Так как часто не только свою миссию, но и происхождение, и имя граф Калиостро скрывал, то в некоторых местах его принимали недоверчиво и совсем не за того, кем он был. Так, например, в Кенигсберге барон Корф счел его за подосланного иезуита и так возбудил против него все общество, что граф принужден был покинуть город. Говорили, будто он – С-Жермэн, чего он не опровергал; сам же себя он именовал иногда графом Фениксом и графом Гара, будто умышленно усиливая мрак и путаницу вокруг своей личности.
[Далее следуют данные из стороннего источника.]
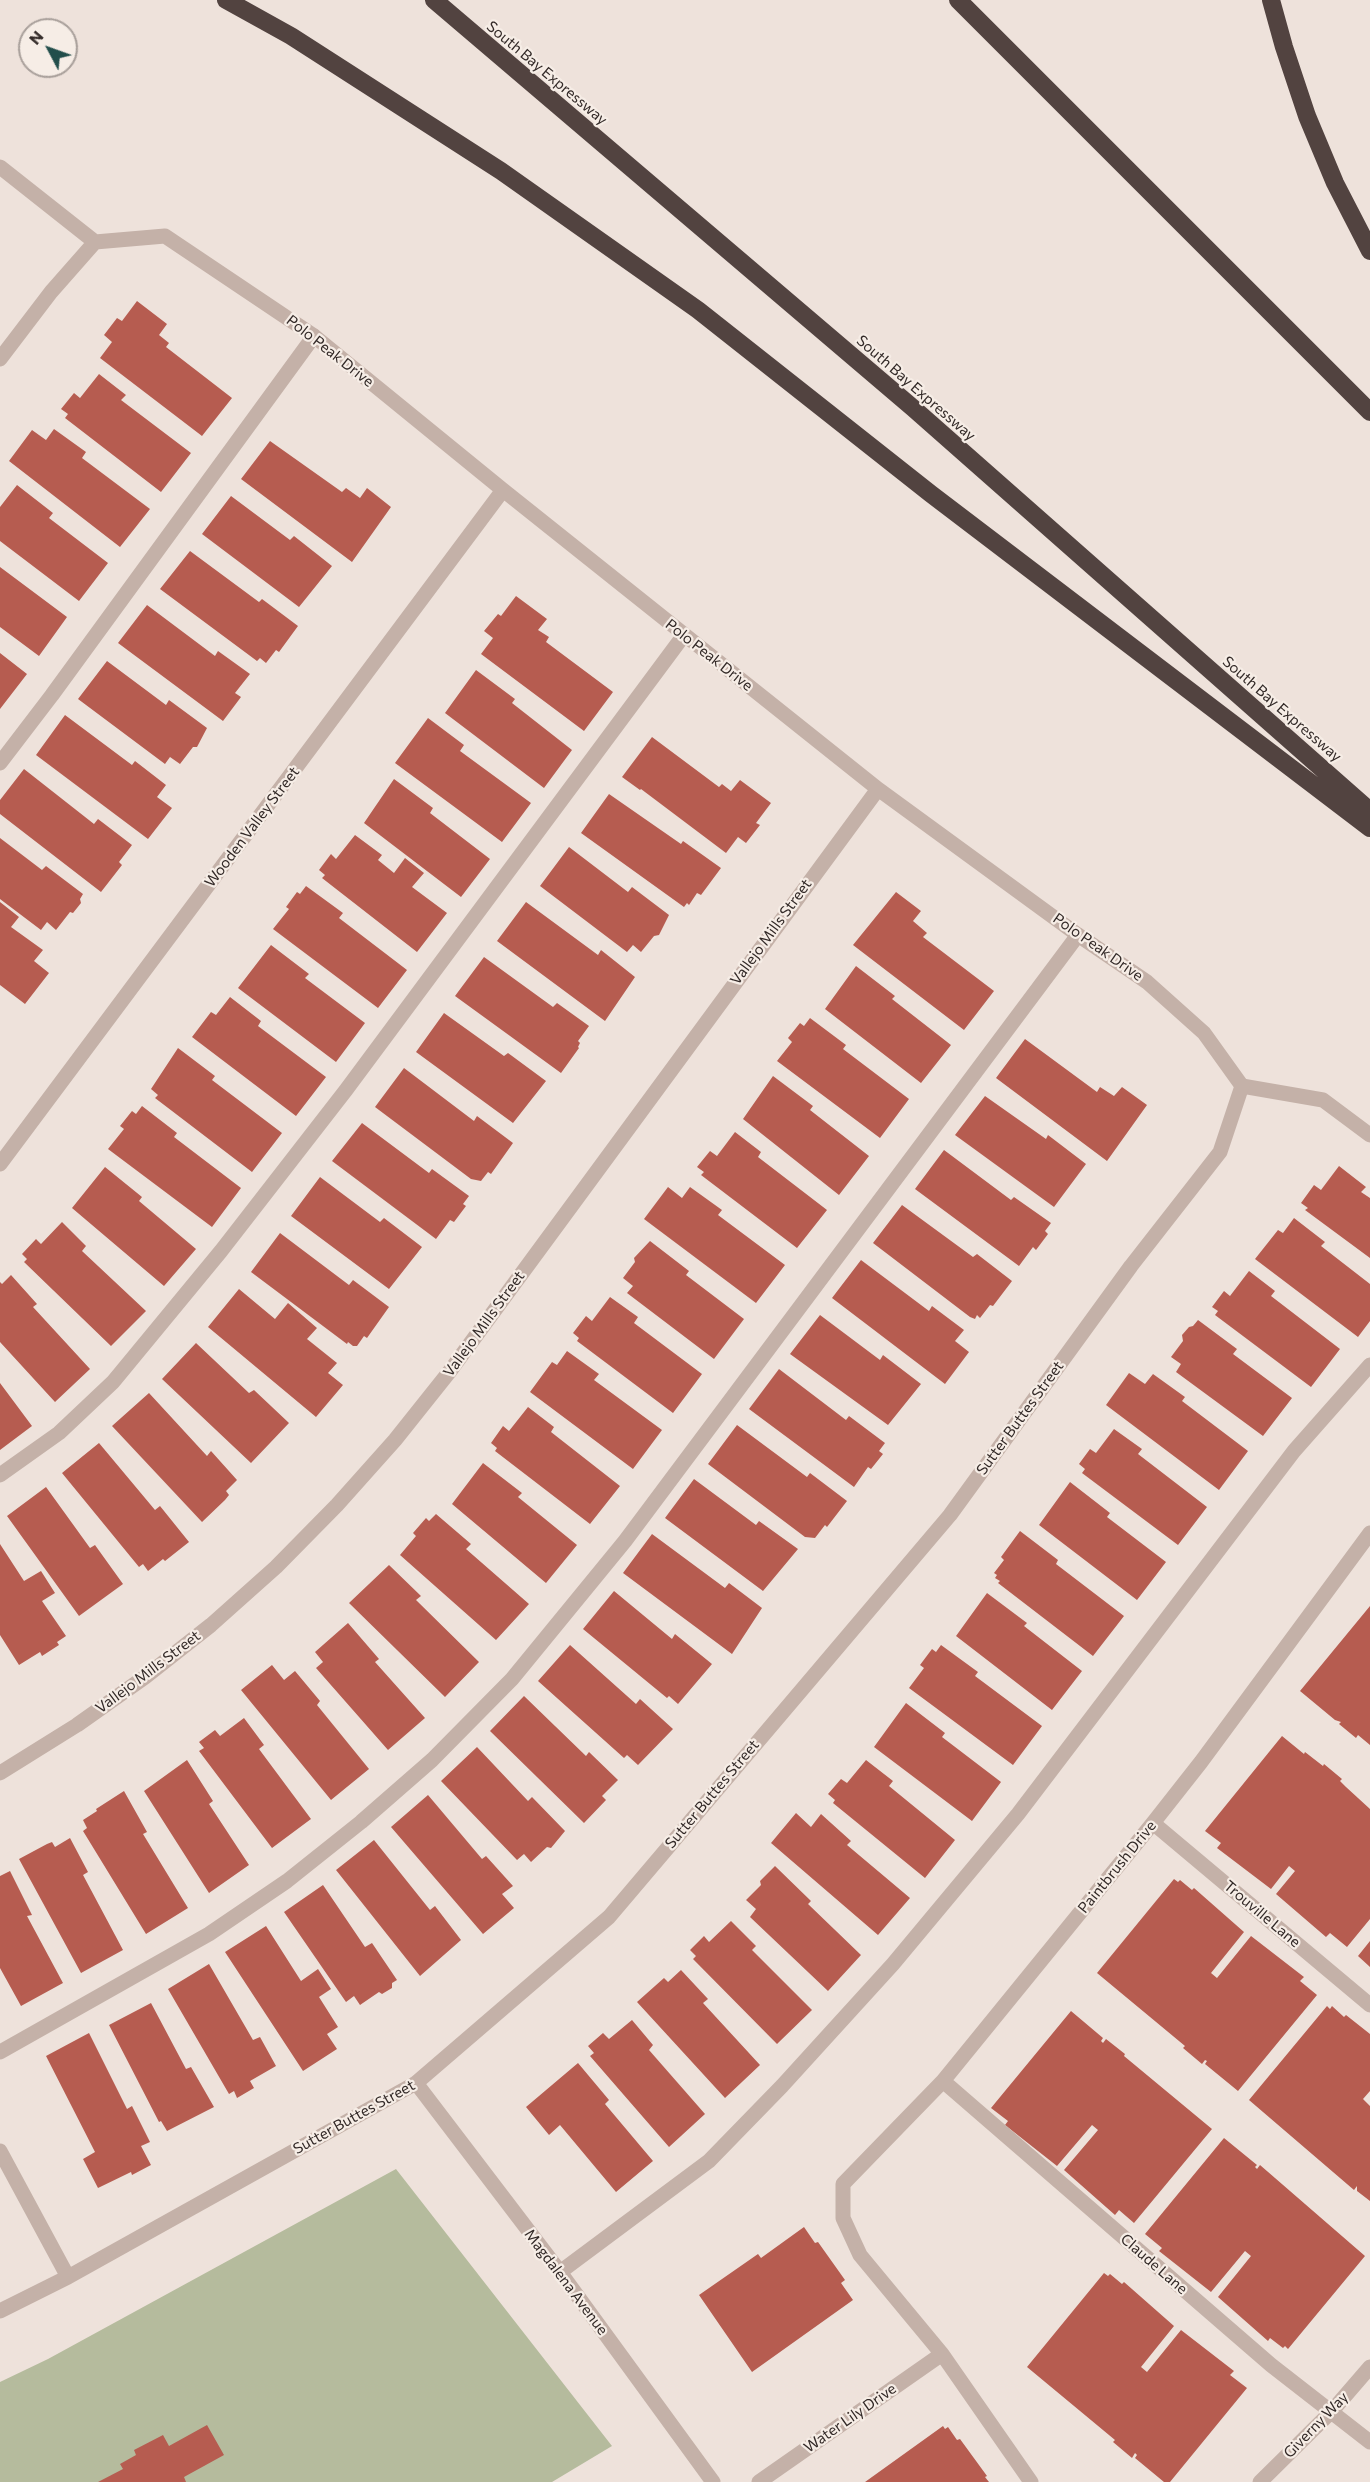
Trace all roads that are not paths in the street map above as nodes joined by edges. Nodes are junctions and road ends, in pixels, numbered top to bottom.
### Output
1 (226, 0) edge
2 (434, 0) edge
3 (957, 0) edge
4 (1271, 0) edge
5 (0, 167) edge
6 (95, 242) junction
7 (1370, 251) edge
8 (314, 336) junction
9 (0, 359) edge
10 (1370, 412) edge
11 (503, 490) junction
12 (684, 636) junction
13 (0, 763) edge
14 (878, 789) junction
15 (1370, 811) edge
16 (1370, 828) edge
17 (1078, 934) junction
18 (1242, 1086) junction
19 (1370, 1135) edge
20 (0, 1164) edge
21 (1370, 1365) edge
22 (0, 1475) edge
23 (1367, 1543) edge
24 (0, 1773) edge
25 (1153, 1823) junction
26 (1370, 2005) edge
27 (0, 2052) edge
28 (943, 2081) junction
29 (416, 2083) junction
30 (0, 2151) edge
31 (560, 2272) junction
32 (68, 2277) junction
33 (0, 2311) edge
34 (942, 2354) junction
35 (1370, 2367) edge
36 (1332, 2411) junction
37 (1370, 2442) edge
38 (713, 2482) edge
39 (759, 2482) edge
40 (1031, 2482) edge
41 (1260, 2482) edge

1 - 16 highway
2 - 15 highway, South Bay Expressway
3 - 10 highway
4 - 7 highway
5 - 6 street
6 - 8 street, Polo Peak Drive
6 - 9 street
8 - 11 street, Polo Peak Drive
8 - 13 street
11 - 12 street, Polo Peak Drive
11 - 20 street, Wooden Valley Street
12 - 14 street, Polo Peak Drive
12 - 22 street
14 - 17 street, Polo Peak Drive
14 - 24 street, Vallejo Mills Street
17 - 18 street, Polo Peak Drive
17 - 27 street
18 - 19 street
18 - 29 street, Sutter Buttes Street
21 - 31 street
23 - 25 street, Paintbrush Drive
25 - 26 street, Trouville Lane
25 - 28 street, Paintbrush Drive
28 - 34 street, Paintbrush Drive
28 - 36 street, Claude Lane
29 - 31 street, Magdalena Avenue
29 - 32 street, Sutter Buttes Street
30 - 32 street
31 - 38 street, Magdalena Avenue
32 - 33 street, Sutter Buttes Street
34 - 39 street, Water Lily Drive
34 - 40 street
35 - 36 street, Giverny Way
36 - 37 street, Claude Lane
36 - 41 street, Giverny Way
В самом конце февраля 1779 года граф и Лоренца прибыли в курляндский город Митаву и остановились в гостинице на базарной площади. Они приехали около полудня, и Калиостро решил отдохнуть, раньше чем идти к г-ну Медем, к которому у него было рекомендательное письмо. Были уже сумерки, и растаявшая за день земля снова замерла. Со двора, через который нужно было проходить в дом г-на Медем, доносились детский крик и громкие взрывы смеха. Калиостро обернулся и увидел невысокую ледяную горку, с которой на широких саночках катались трое малюток, четверо или пятеро остальных прыгало и смеялось на деревянной верхушке горы, тормоша высокую девушку лет восемнадцати в меховой шапке с наушниками и с большой полосатой муфтой. Лицо ее, круглое и румяное, освещенное последним отблеском зари и снега и оживляемое детским весельем, казалось почти сияющим. Короткая полудетская юбка позволяла видеть маленькие ноги, обутые в высокие валеные сапожки, отороченные мехом. Она смеялась и бросала вслед катившимся куски скатанного снега.
– Лотта, Лотта, катись за нами! – кричали ей снизу.
– На чем я покачусь? На своей шубке? Возвращайтесь скорее с санками.
Потом, подобравши шубку, она стала усаживаться в широкие, но все же слишком тесные для взрослого человека санки, к общему веселью детей.
– Ну, кто со мною?
– Я! я! И я, Лотхен, и я!
– Ну, вались все кучей!
И она сгребла действительно смеющейся и визжавшей кучей всех желающих. Санки тронулись. От неправильной тяжести свернули в сугроб, опрокинулись, и все пассажиры рассыпались и покатились уже самостоятельно, без санок, в разные стороны, теряя шапки, рукавички, мелькая ногами в теплых пестрых чулках, крича от испуга и восторга. Сама Шарлотта долго не могла встать от смеха. Наконец ее подняли общими усилиями, и она, отряхнувшись от снега, легкой походкой в кругу детей отправилась к дому.
Калиостро, сняв шапку, спросил:
– Как пройти к г-ну Медем?
Девушка остановилась в некотором изумленье.
– Вы к папе?
– Я к графу Медем, я не знаю, батюшка ли он вам.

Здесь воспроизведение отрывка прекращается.